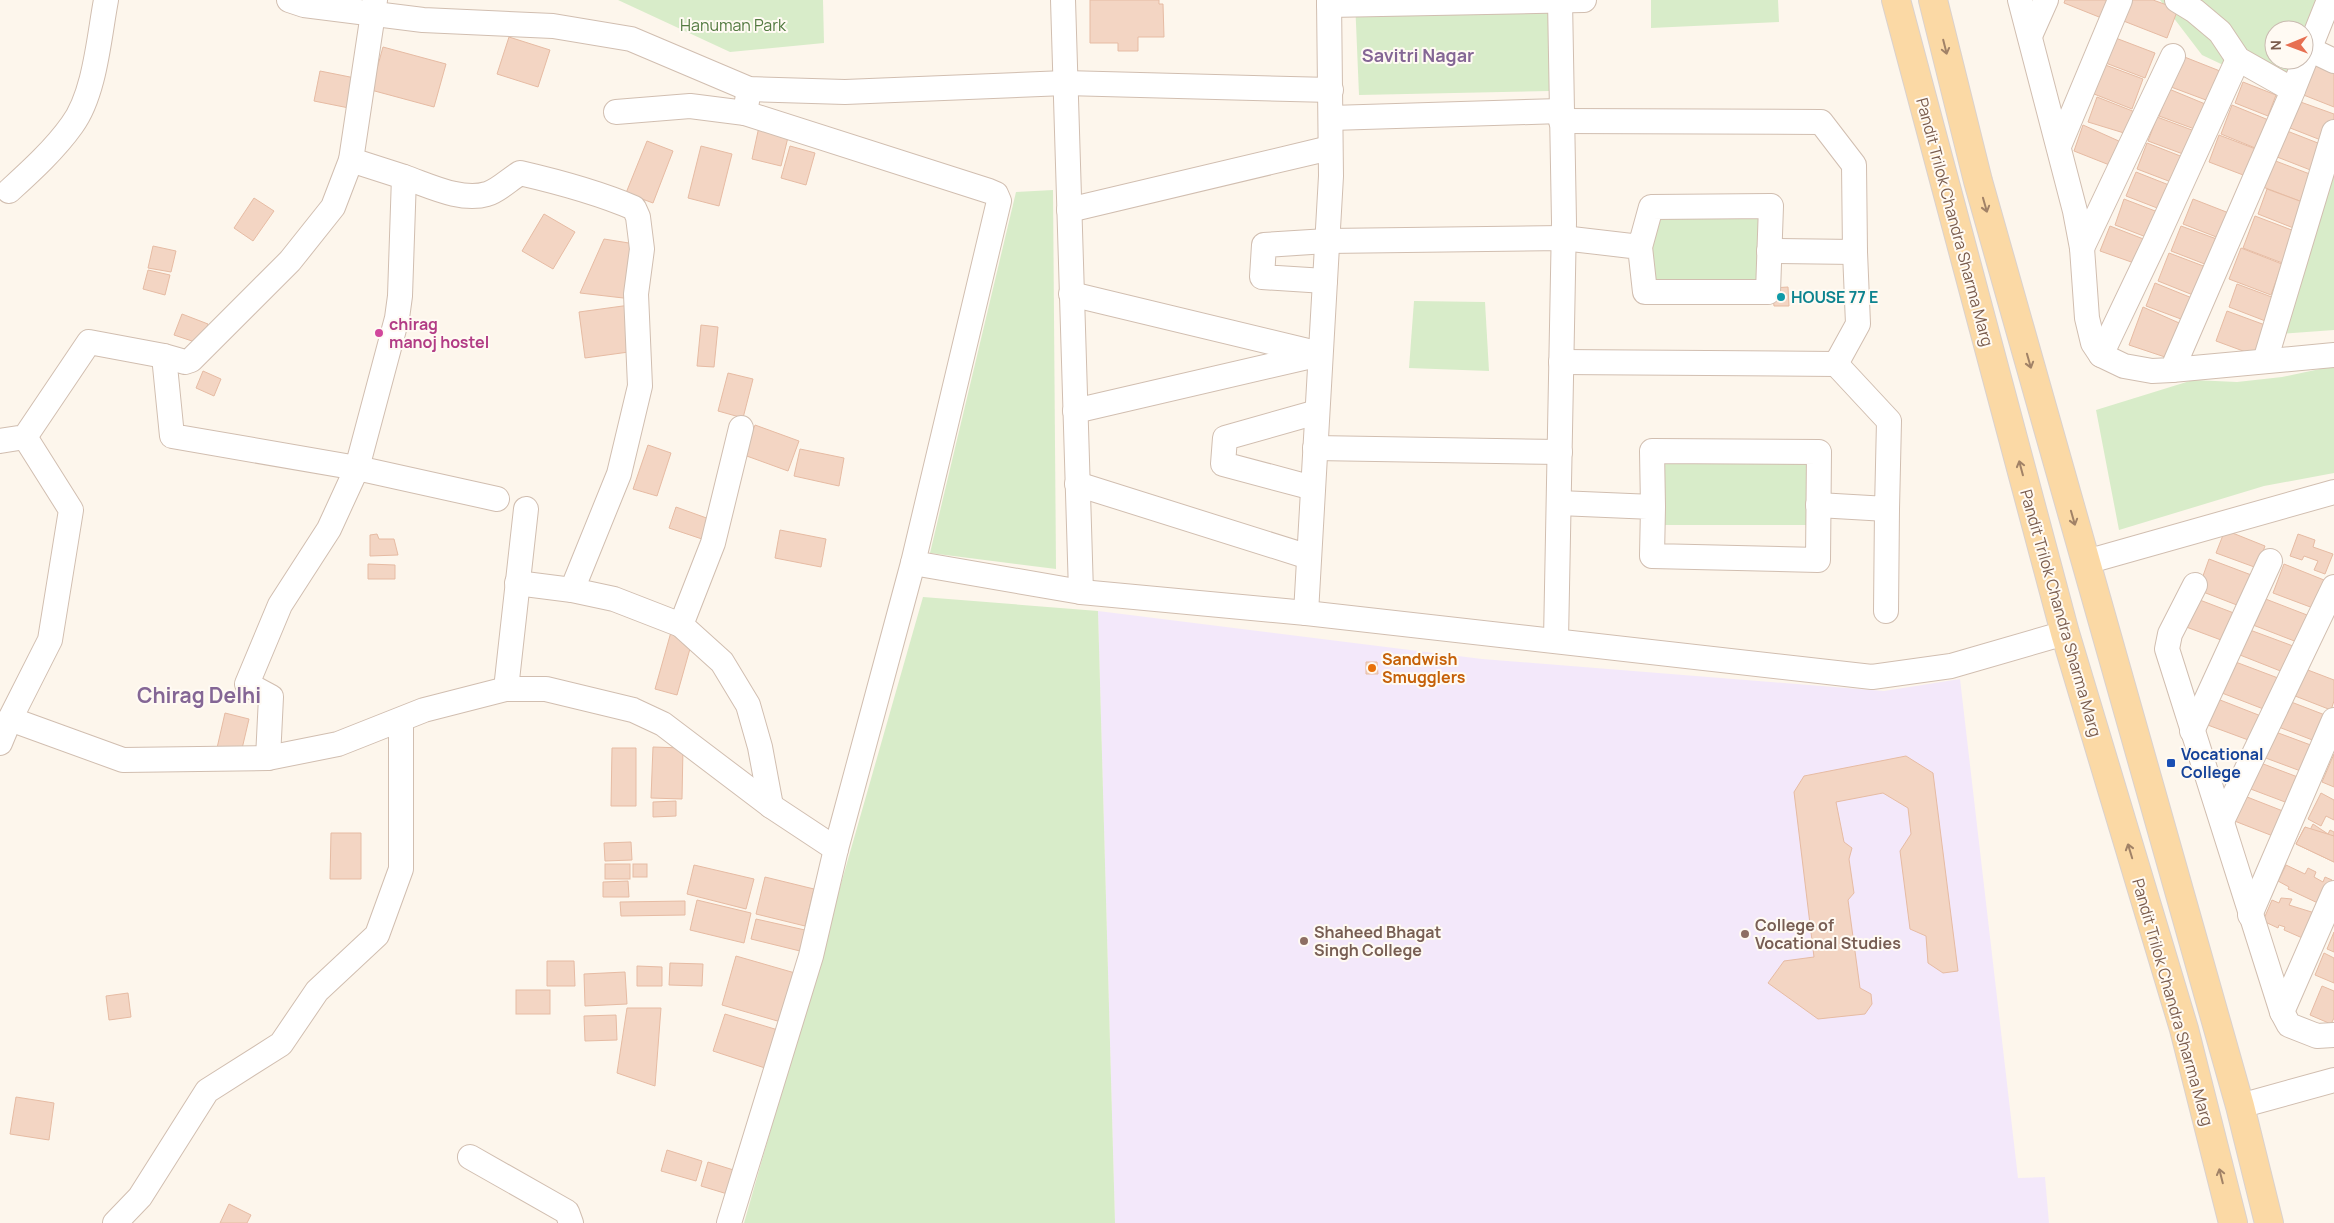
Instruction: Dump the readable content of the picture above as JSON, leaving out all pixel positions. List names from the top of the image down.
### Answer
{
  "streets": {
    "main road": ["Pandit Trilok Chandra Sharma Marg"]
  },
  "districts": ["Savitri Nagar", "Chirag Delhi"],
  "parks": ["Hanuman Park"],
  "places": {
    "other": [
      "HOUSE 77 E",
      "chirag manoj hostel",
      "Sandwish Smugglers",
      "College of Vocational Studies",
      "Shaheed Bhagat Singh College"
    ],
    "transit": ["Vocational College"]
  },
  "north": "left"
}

...

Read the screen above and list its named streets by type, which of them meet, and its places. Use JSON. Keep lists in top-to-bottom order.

...

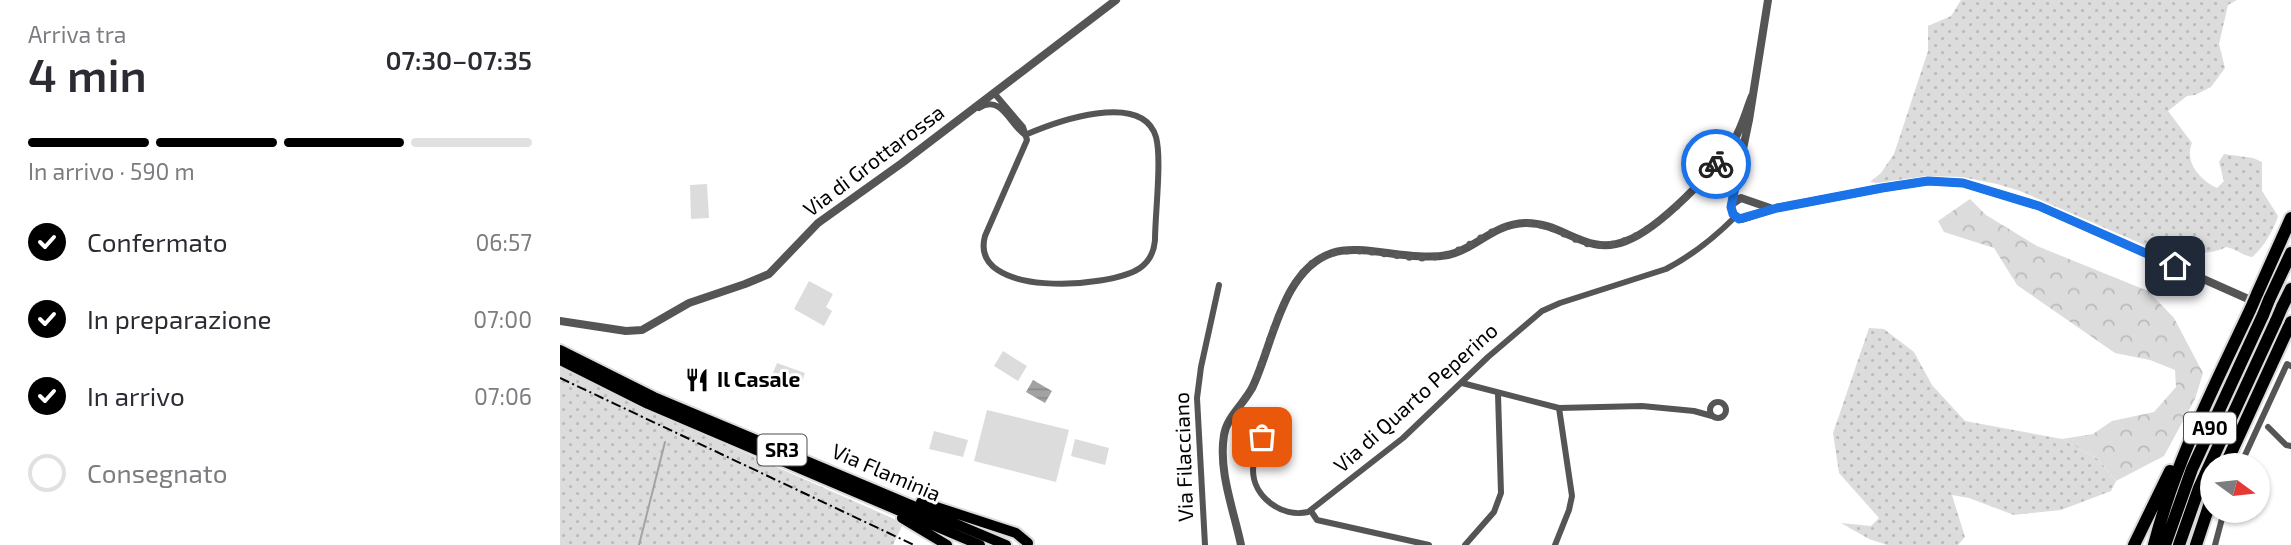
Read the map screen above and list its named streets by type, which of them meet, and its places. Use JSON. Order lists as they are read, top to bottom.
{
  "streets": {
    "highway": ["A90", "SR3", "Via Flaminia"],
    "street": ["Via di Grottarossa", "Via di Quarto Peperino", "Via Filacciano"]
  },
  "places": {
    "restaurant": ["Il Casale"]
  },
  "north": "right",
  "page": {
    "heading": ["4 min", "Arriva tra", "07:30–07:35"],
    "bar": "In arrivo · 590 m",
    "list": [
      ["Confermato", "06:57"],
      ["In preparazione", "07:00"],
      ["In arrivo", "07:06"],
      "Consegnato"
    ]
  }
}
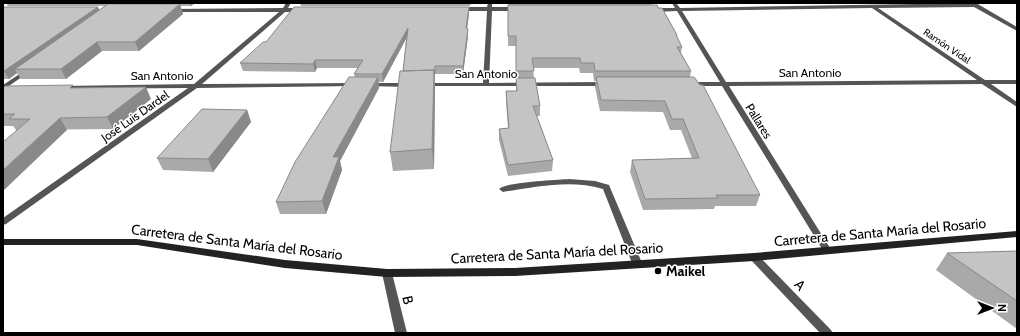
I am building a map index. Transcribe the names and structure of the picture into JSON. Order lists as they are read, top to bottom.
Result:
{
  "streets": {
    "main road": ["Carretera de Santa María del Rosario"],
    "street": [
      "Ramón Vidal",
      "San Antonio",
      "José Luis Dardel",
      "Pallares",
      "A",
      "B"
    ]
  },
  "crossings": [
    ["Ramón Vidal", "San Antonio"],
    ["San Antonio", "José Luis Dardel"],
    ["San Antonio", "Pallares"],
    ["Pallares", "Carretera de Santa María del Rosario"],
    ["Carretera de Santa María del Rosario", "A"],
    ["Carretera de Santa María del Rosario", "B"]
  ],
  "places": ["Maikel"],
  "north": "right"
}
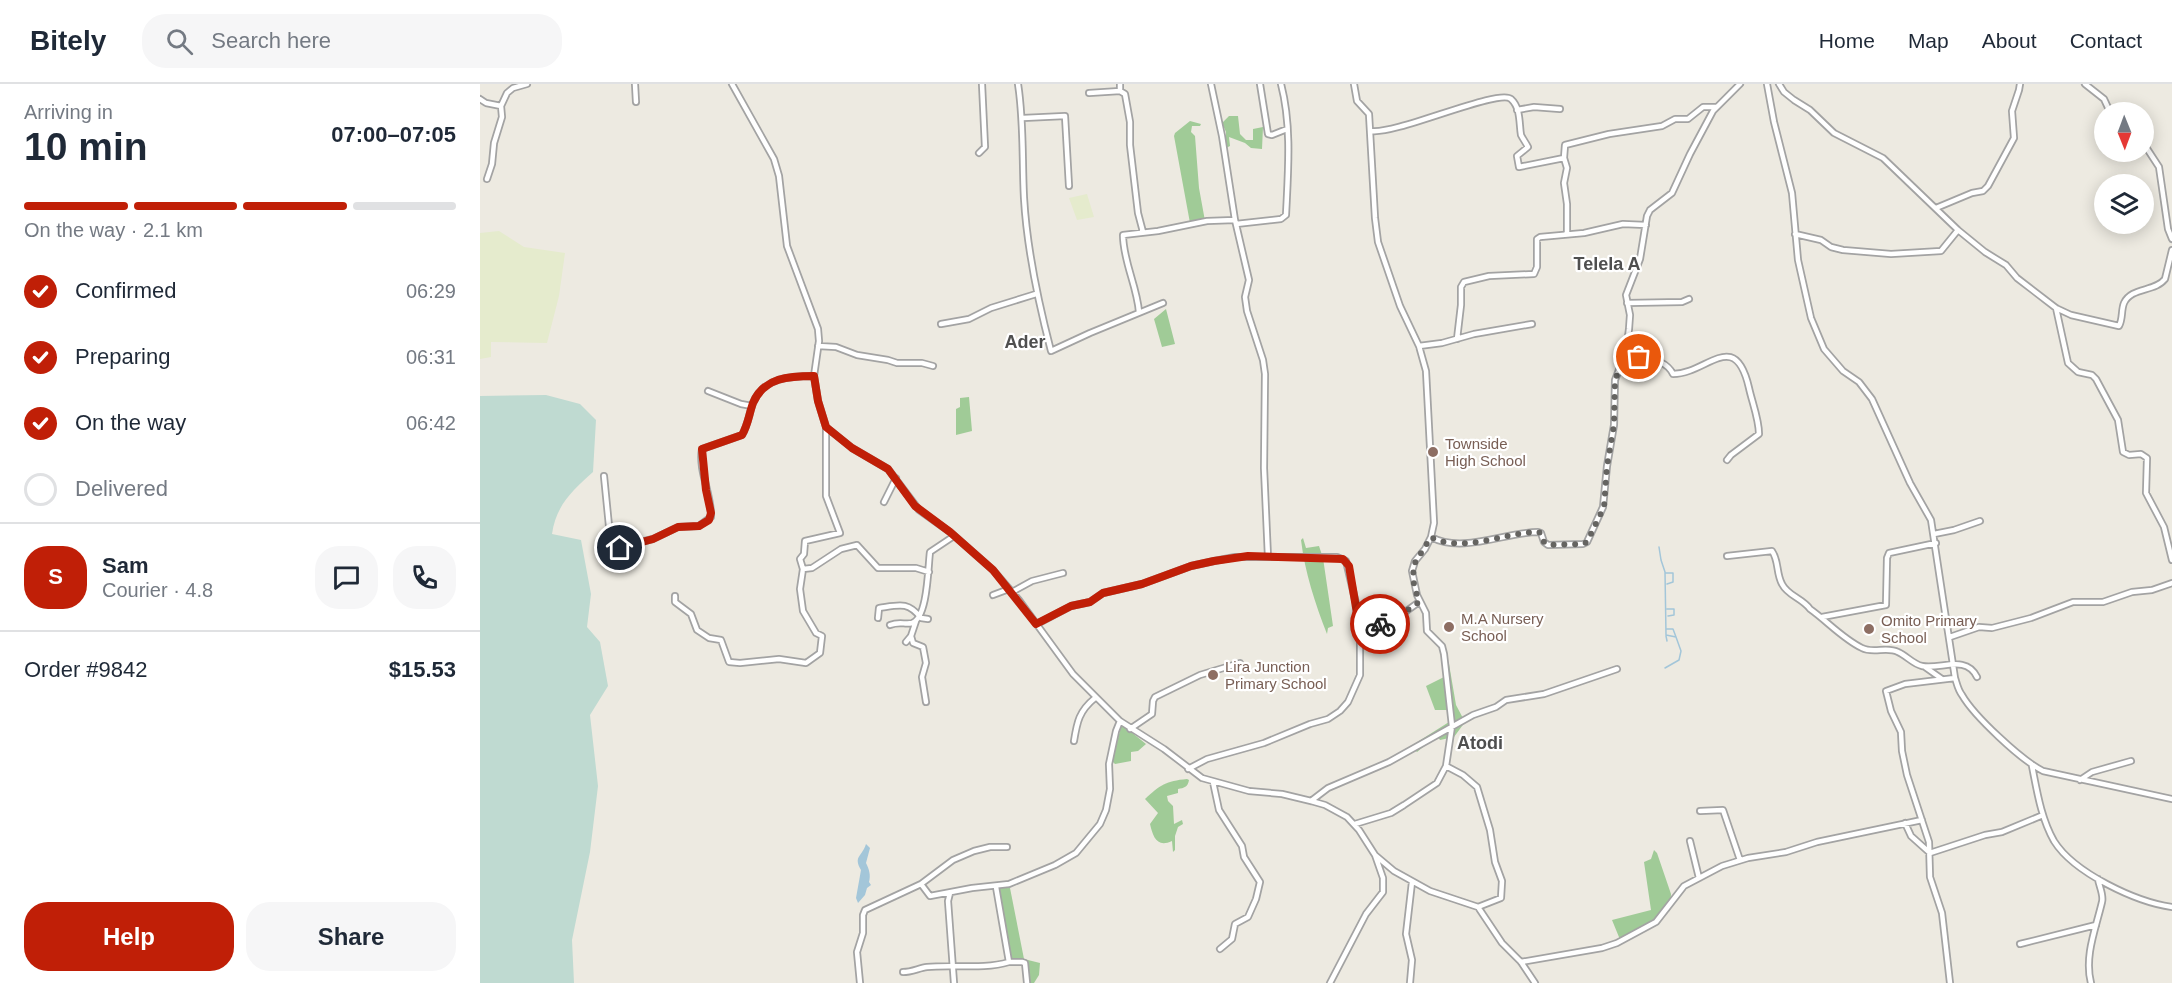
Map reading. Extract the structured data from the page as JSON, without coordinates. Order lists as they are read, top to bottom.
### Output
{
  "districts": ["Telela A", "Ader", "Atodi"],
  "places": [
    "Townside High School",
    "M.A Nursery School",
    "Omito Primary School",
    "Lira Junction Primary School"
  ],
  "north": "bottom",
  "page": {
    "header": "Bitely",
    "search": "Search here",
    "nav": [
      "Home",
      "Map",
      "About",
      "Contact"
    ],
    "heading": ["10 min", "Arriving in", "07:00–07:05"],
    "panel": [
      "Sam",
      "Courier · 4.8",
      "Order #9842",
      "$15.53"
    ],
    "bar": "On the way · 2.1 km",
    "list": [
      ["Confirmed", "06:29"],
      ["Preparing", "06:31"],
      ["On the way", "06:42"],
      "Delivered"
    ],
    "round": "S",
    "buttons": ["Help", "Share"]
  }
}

Problem description — Write out each line above containing "names".

Worked solution —
Instruction: Dump the readable content of the picture above as JSON, leaving out all pixel positions. List names from the top of the image down.
I am building a map index. Transcribe the names and structure of the picture into JSON. Order lists as they are read, top to bottom.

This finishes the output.